### ACTIVITY
Where a line of the data holds the word "West", copy that line.

-*-

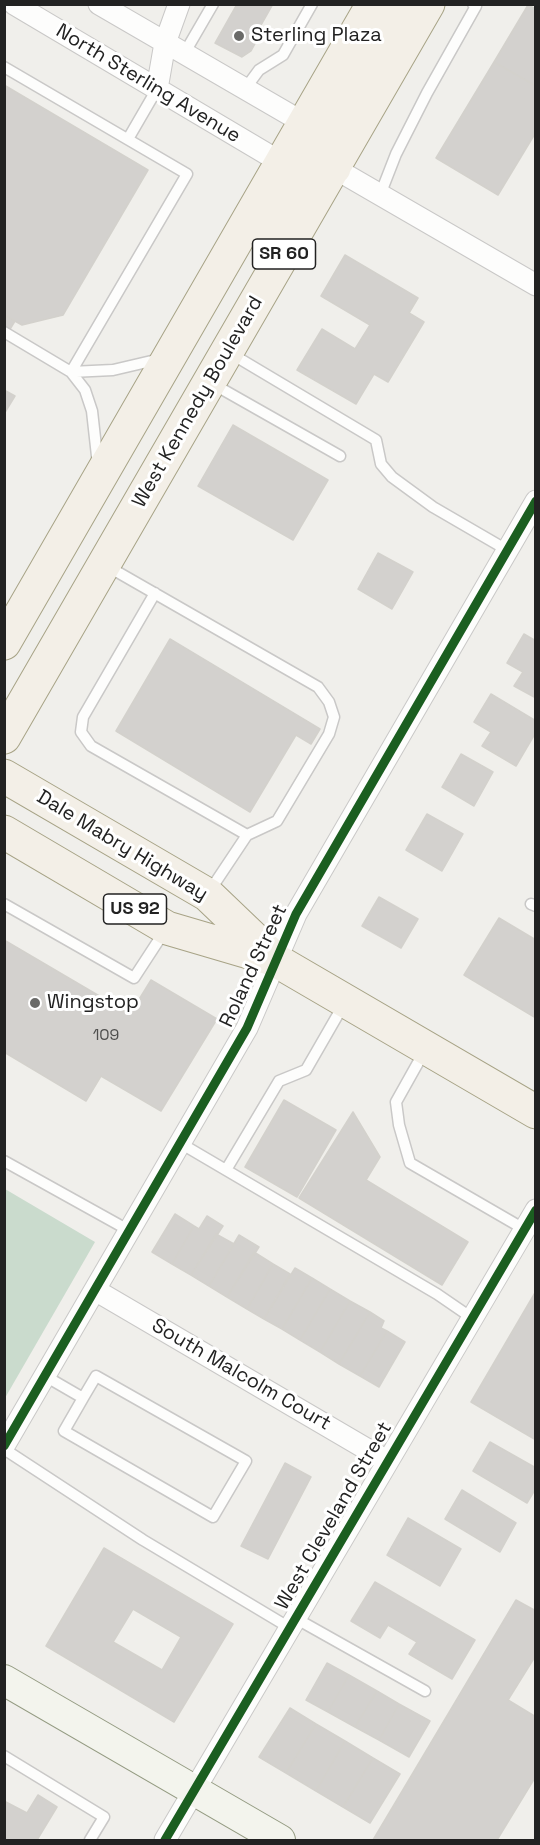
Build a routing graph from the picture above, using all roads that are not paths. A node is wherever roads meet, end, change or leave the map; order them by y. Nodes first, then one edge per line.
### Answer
1 (14, 4) edge
2 (99, 4) edge
3 (179, 4) edge
4 (213, 4) edge
5 (312, 4) edge
6 (373, 4) edge
7 (398, 4) edge
8 (428, 4) edge
9 (473, 4) edge
10 (165, 43) junction
11 (184, 54) junction
12 (4, 67) edge
13 (157, 89) junction
14 (245, 89) junction
15 (304, 123) junction
16 (128, 139) junction
17 (282, 163) junction
18 (334, 168) junction
19 (380, 195) junction
20 (536, 285) edge
21 (4, 332) edge
22 (170, 357) junction
23 (219, 367) junction
24 (71, 372) junction
25 (340, 456) dead end
26 (99, 480) junction
27 (536, 501) edge
28 (507, 550) junction
29 (105, 564) junction
30 (155, 593) junction
31 (4, 643) edge
32 (4, 737) edge
33 (4, 776) edge
34 (4, 832) edge
35 (247, 836) junction
36 (208, 895) junction
37 (4, 904) edge
38 (167, 928) junction
39 (277, 961) junction
40 (346, 1001) junction
41 (426, 1048) junction
42 (536, 1113) edge
43 (180, 1143) junction
44 (4, 1161) edge
45 (226, 1170) junction
46 (536, 1210) edge
47 (524, 1229) junction
48 (130, 1231) junction
49 (95, 1290) junction
50 (472, 1318) junction
51 (45, 1376) junction
52 (83, 1398) junction
53 (4, 1447) edge
54 (387, 1461) junction
55 (292, 1623) junction
56 (4, 1680) edge
57 (425, 1691) dead end
58 (4, 1756) edge
59 (194, 1790) junction
60 (90, 1840) edge
61 (165, 1840) edge
62 (280, 1840) edge

1 - 13 street, North Sterling Avenue
2 - 10 street
3 - 10 street
4 - 11 lane
5 - 14 lane
6 - 15 main road, SR 60
7 - 18 main road
8 - 18 main road, West Kennedy Boulevard / SR 60
9 - 19 lane
10 - 11 street
10 - 13 street
11 - 14 street
12 - 16 lane
13 - 16 lane
13 - 17 street, North Sterling Avenue
14 - 15 street
15 - 17 main road, SR 60
15 - 23 main road
16 - 24 lane
17 - 22 main road, SR 60
18 - 19 street
18 - 23 main road, West Kennedy Boulevard / SR 60
19 - 20 street
21 - 24 lane
22 - 24 lane
22 - 26 main road, SR 60
23 - 25 lane
23 - 28 lane
23 - 29 main road, West Kennedy Boulevard / SR 60
24 - 26 lane
26 - 31 main road, SR 60
27 - 28 street, Roland Street
28 - 39 street, Roland Street
29 - 30 lane
29 - 32 main road, West Kennedy Boulevard / SR 60
30 - 35 lane
30 - 35 lane
33 - 36 main road, Dale Mabry Highway / US 92
34 - 38 main road, US 92
35 - 36 lane
36 - 39 main road, Dale Mabry Highway / US 92
37 - 38 lane
38 - 39 main road, US 92
39 - 40 main road, US 92
39 - 43 street, Roland Street
40 - 41 main road, US 92
40 - 45 lane
41 - 42 main road, US 92
41 - 47 lane
43 - 45 lane
43 - 48 street, Roland Street
44 - 48 lane
45 - 50 lane
46 - 47 street, West Cleveland Street
47 - 50 street, West Cleveland Street
48 - 49 street, Roland Street
49 - 51 street, Roland Street
49 - 54 street, South Malcolm Court
50 - 54 street, West Cleveland Street
51 - 52 lane
51 - 53 street, Roland Street
52 - 52 lane
53 - 55 lane
54 - 55 street, West Cleveland Street
55 - 57 lane
55 - 59 street, West Cleveland Street
56 - 59 street
58 - 60 lane
59 - 61 street, West Cleveland Street
59 - 62 street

-*-

### RESULT FOR THIS TASK
8 - 18 main road, West Kennedy Boulevard / SR 60
18 - 23 main road, West Kennedy Boulevard / SR 60
23 - 29 main road, West Kennedy Boulevard / SR 60
29 - 32 main road, West Kennedy Boulevard / SR 60
46 - 47 street, West Cleveland Street
47 - 50 street, West Cleveland Street
50 - 54 street, West Cleveland Street
54 - 55 street, West Cleveland Street
55 - 59 street, West Cleveland Street
59 - 61 street, West Cleveland Street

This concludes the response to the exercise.